Most lens design programs today offer what is termed simulated annealing, a process that involves making small random changes to each of the design variables and then optimizing, over and over. That technique can jump sideways from one branch to another, although usually not very far. Nonetheless, it is surprisingly effective and is one of the most important tools of the trade today.
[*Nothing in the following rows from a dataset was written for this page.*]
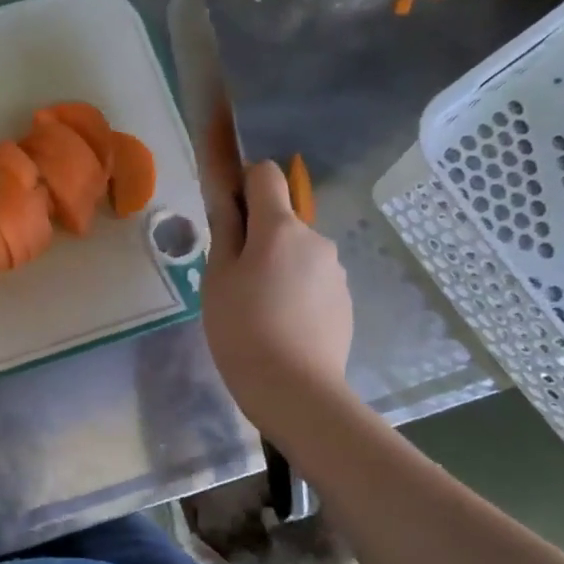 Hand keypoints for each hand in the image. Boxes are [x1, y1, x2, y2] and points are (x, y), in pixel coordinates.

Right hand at [202, 159, 355, 443]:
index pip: (266, 175)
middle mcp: (316, 239)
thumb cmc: (242, 328)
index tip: (229, 216)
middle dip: (259, 239)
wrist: (294, 388)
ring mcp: (336, 271)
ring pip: (298, 254)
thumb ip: (225, 230)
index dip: (244, 184)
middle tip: (236, 283)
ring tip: (259, 313)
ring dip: (279, 268)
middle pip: (282, 221)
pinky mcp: (345, 300)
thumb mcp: (218, 278)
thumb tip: (227, 196)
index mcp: (281, 228)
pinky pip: (314, 282)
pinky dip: (297, 293)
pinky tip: (283, 329) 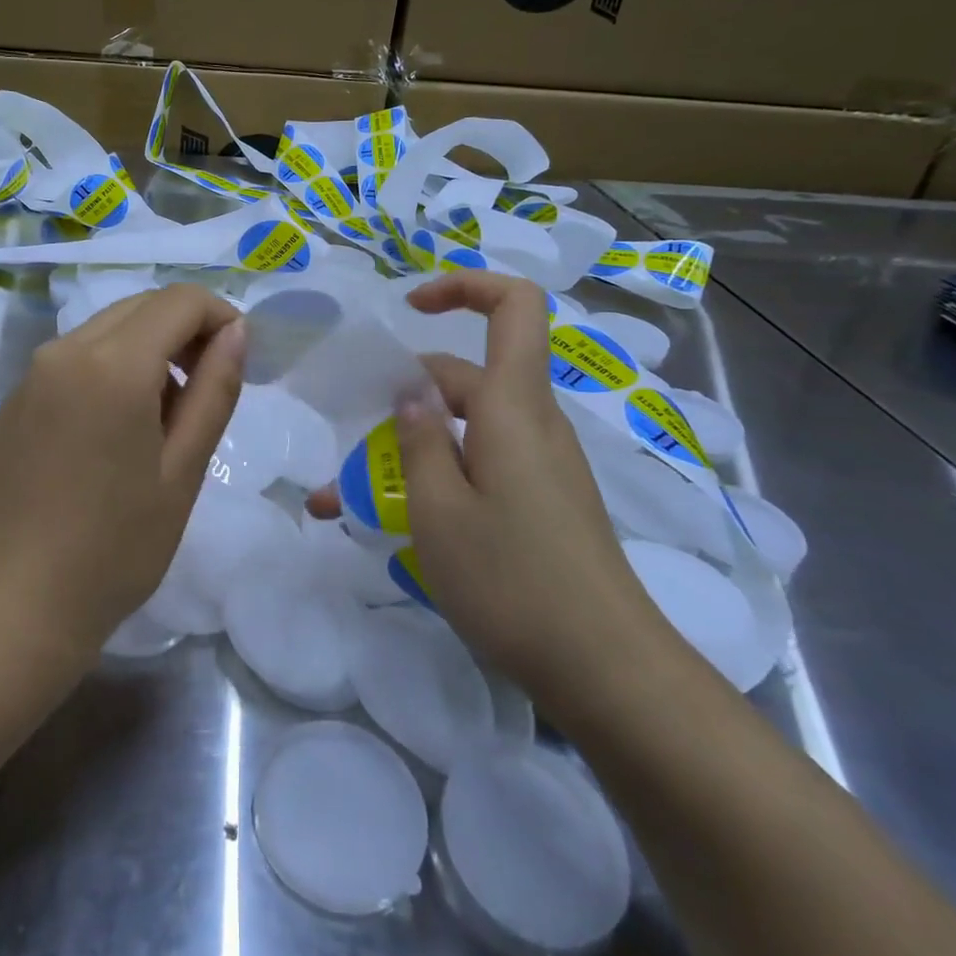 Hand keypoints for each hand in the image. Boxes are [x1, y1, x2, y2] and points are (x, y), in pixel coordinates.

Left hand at [0, 283, 245, 662]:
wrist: (14, 606)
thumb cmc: (115, 547)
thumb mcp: (182, 470)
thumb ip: (214, 390)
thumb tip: (236, 331)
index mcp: (112, 364)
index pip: (179, 301)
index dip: (220, 316)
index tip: (238, 359)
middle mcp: (65, 350)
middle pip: (141, 306)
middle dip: (185, 330)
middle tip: (207, 388)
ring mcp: (31, 374)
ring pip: (106, 329)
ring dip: (148, 349)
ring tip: (164, 418)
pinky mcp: (14, 400)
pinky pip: (74, 359)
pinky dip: (110, 368)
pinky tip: (114, 431)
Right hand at [312, 272, 661, 705]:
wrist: (606, 669)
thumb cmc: (513, 580)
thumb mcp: (439, 509)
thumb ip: (418, 440)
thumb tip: (412, 393)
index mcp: (513, 406)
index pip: (514, 305)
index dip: (465, 286)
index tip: (410, 306)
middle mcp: (532, 423)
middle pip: (467, 376)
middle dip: (403, 398)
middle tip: (349, 443)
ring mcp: (541, 464)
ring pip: (467, 428)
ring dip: (411, 448)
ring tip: (350, 497)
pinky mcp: (542, 500)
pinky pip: (481, 464)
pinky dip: (437, 476)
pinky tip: (399, 522) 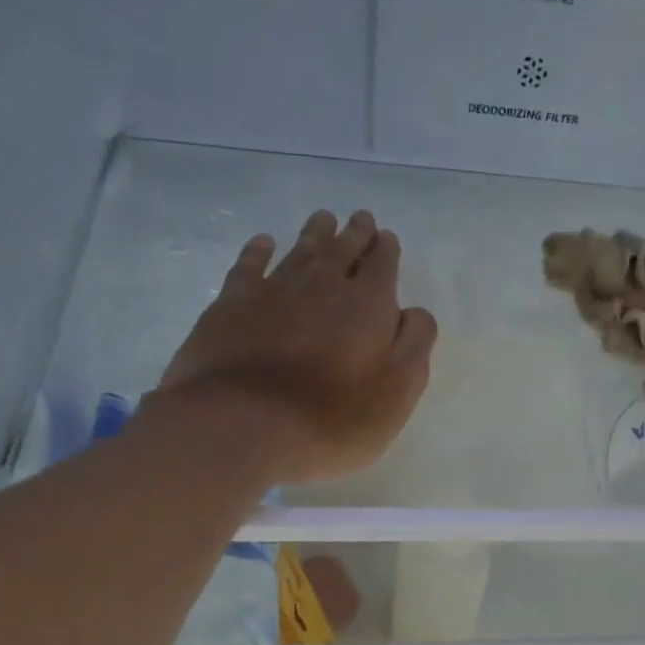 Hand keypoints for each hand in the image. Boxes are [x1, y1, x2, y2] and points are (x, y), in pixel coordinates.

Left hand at [149, 210, 436, 484]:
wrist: (242, 425)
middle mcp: (323, 285)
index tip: (387, 239)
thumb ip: (413, 346)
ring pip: (301, 250)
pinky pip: (250, 264)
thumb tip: (413, 312)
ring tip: (324, 219)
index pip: (382, 266)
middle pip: (343, 250)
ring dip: (316, 233)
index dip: (386, 251)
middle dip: (356, 234)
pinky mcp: (232, 303)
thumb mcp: (396, 394)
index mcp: (368, 306)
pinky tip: (264, 243)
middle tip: (361, 219)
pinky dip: (260, 250)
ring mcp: (274, 290)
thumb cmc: (332, 421) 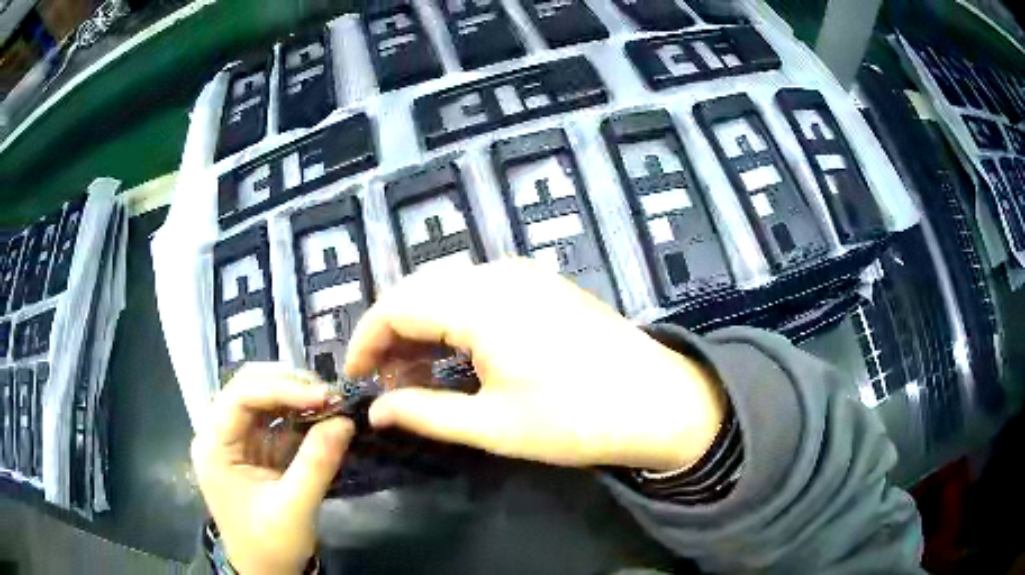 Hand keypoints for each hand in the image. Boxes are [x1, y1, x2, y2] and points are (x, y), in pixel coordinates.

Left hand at [191, 364, 353, 574]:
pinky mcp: (251, 449)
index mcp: (213, 446)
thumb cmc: (270, 545)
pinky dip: (297, 415)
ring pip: (260, 398)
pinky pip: (272, 420)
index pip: (240, 397)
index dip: (281, 388)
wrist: (265, 573)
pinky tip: (318, 417)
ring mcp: (234, 440)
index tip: (322, 395)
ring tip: (328, 403)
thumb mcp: (295, 508)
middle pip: (247, 388)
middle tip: (328, 395)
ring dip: (293, 396)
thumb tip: (345, 421)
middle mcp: (217, 434)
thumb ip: (317, 463)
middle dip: (288, 385)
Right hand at [345, 259, 725, 472]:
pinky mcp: (542, 285)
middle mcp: (497, 274)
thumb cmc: (576, 419)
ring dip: (422, 328)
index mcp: (478, 302)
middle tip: (384, 383)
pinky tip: (455, 357)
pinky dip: (453, 322)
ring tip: (414, 377)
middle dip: (391, 335)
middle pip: (418, 292)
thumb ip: (424, 413)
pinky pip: (478, 292)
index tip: (356, 379)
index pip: (395, 307)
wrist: (660, 403)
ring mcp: (524, 275)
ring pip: (447, 289)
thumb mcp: (492, 425)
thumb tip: (376, 412)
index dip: (365, 341) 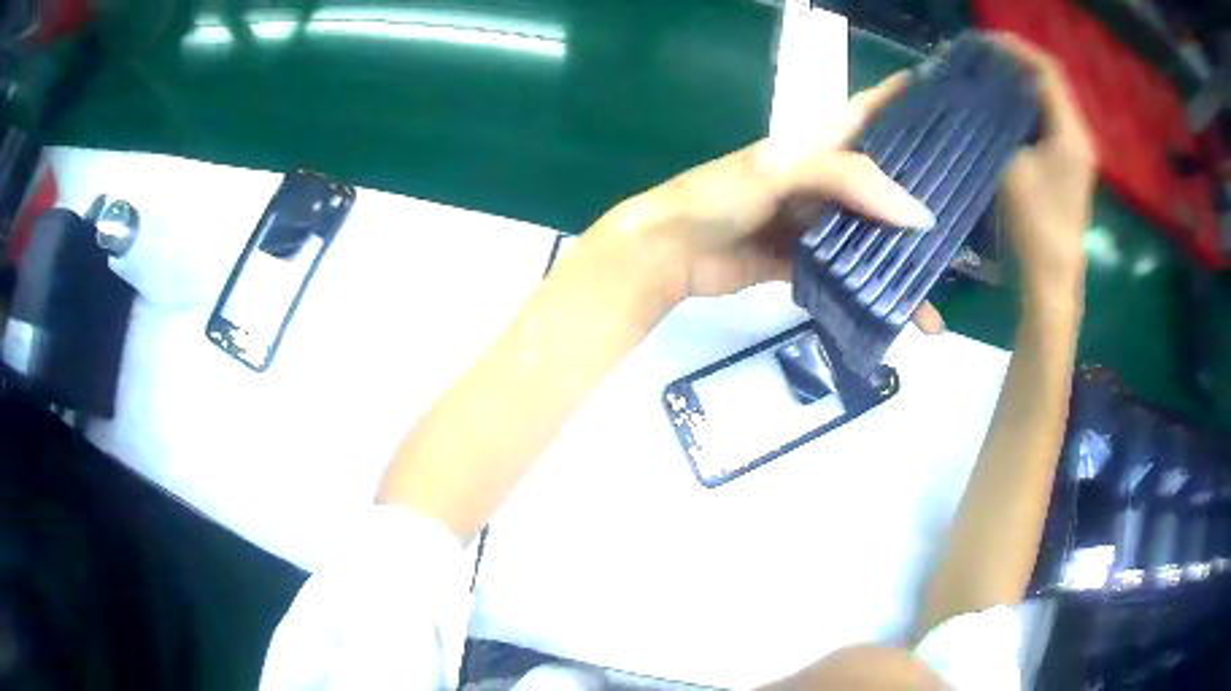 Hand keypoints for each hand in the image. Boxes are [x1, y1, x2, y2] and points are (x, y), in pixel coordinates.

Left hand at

Most lens design programs today also offer a form of ‘global optimization’, which can find a variety of solutions—but most of those programs are not practical because of the very long time required to return their results, often measured in hours or days
We now enjoy a new paradigm. It used to be the case than an expert would spend days, weeks, sometimes years making small improvements to a classic design form, always guided by experience, insight, theory, and a large dose of dogged labor. If he succeeded, he was rightly proud of the achievement. Today we do things differently. Instead of inching up a single promising branch of the tree, day after day, hoping the result will justify the effort, we use software that examines hundreds or thousands of branches in a matter of minutes or seconds and returns a set of candidate design forms the user can then evaluate and try to adapt to his current requirements.